THE EFFECTS OF AUTOMATION

Notably, the automation of unskilled labour seems like a reasonable step in the right direction for people to specialise. However, due to the current labour laws, it leaves little opportunity for those without support networks to be able to eventually work towards skilled labour – whether it be an apprenticeship or further study at TAFE or a university. This is a massive contradiction in how the Australian economy functions and what will be necessary moving forward. Already there is a clear market forcing young people into jobs which are dangerous with poor wages (e.g. UberEats). This is a perfect example of how technology has not necessarily created better opportunities for young working class people. Instead, as is the case with UberEats, it puts them at more risk, riding bicycles on busy roads with no protections and receiving abysmal wages, under a huge multinational corporation that allows almost no chance to fight.

REVOLUTIONARY POTENTIAL OF THE YOUTH

However, the future is not completely bleak for young people, as studies have shown a growing revolutionary spirit in their generation.

A paper brought out by the right-wing Centre for Independent Studies in 2018 revealed an interesting trend towards millennials supporting favourable views of socialism, that is around 60 per cent of the 1,003 people surveyed. Since the fall of the USSR, the “red scare” tactics which alienated a whole generation from socialism have not been applied as strongly to today’s youth.

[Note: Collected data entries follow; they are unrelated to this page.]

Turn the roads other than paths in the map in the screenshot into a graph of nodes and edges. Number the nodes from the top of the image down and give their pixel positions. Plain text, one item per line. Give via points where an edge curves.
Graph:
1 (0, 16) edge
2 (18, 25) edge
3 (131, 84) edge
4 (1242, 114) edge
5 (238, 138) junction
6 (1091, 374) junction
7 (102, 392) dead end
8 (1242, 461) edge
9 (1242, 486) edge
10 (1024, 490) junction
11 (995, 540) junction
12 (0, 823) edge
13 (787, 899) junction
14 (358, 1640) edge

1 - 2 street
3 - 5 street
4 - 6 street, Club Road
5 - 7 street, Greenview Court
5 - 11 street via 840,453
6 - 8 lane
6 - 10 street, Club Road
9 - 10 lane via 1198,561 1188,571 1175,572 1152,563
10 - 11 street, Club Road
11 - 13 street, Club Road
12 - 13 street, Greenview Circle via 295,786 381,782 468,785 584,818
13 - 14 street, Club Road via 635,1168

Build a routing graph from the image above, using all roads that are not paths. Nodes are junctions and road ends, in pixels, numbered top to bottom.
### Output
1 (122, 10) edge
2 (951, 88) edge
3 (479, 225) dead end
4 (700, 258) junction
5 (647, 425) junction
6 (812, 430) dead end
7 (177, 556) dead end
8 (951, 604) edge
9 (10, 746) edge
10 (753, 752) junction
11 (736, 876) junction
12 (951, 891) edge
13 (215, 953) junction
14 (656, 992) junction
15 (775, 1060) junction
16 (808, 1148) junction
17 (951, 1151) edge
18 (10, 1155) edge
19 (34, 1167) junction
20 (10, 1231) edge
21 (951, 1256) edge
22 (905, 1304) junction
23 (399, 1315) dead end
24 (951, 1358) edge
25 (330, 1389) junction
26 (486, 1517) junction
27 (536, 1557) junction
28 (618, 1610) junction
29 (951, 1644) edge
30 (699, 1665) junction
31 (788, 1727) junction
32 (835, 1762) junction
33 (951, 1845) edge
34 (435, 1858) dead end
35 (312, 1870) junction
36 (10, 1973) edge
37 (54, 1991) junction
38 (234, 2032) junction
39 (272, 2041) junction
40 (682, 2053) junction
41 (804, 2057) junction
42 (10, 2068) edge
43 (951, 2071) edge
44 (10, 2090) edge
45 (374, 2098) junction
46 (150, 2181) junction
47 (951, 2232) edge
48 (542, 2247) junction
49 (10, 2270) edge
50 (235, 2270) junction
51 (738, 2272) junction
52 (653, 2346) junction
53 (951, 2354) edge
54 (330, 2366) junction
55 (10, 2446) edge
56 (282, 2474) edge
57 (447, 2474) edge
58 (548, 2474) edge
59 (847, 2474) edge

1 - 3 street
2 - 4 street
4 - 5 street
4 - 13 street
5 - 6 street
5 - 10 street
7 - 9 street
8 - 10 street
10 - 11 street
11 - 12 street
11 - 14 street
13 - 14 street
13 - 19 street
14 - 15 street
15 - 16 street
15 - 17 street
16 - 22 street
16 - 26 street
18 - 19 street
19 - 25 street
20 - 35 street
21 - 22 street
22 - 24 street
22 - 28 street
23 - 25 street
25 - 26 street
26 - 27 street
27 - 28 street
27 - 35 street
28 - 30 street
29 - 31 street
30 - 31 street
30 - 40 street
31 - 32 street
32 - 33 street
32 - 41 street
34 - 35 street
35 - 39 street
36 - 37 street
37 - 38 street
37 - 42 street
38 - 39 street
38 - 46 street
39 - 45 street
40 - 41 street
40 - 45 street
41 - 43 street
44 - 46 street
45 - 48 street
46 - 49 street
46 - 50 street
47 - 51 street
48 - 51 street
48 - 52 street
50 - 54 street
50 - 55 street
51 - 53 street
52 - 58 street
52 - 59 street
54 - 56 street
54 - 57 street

However, this situation is changing fast with the increased attacks on China from across the political spectrum.

Bernie Sanders, while not striving towards socialism in a Marxist sense, has opened up a space for discussion. As young people continue to sense the ineffectiveness of neo-liberal reforms and show more engagement in communism and socialism, comrades in the CPA must be prepared for the struggle the young working class will be engaged in. Already during the COVID-19 crisis, innovative ideas have been pushed forward, creating more online spaces to build comradery, learn, and organise. This must continue to be encouraged as Australia’s working-class moves into a more volatile future.

Now more than ever, Australians must understand their settler-colonial past, the neo-liberal reforms of the ’80s and ’90s, the soft power influence from the US, and how to function effectively in unions. This is imperative not only for the youth but for all working class and exploited people in Australia.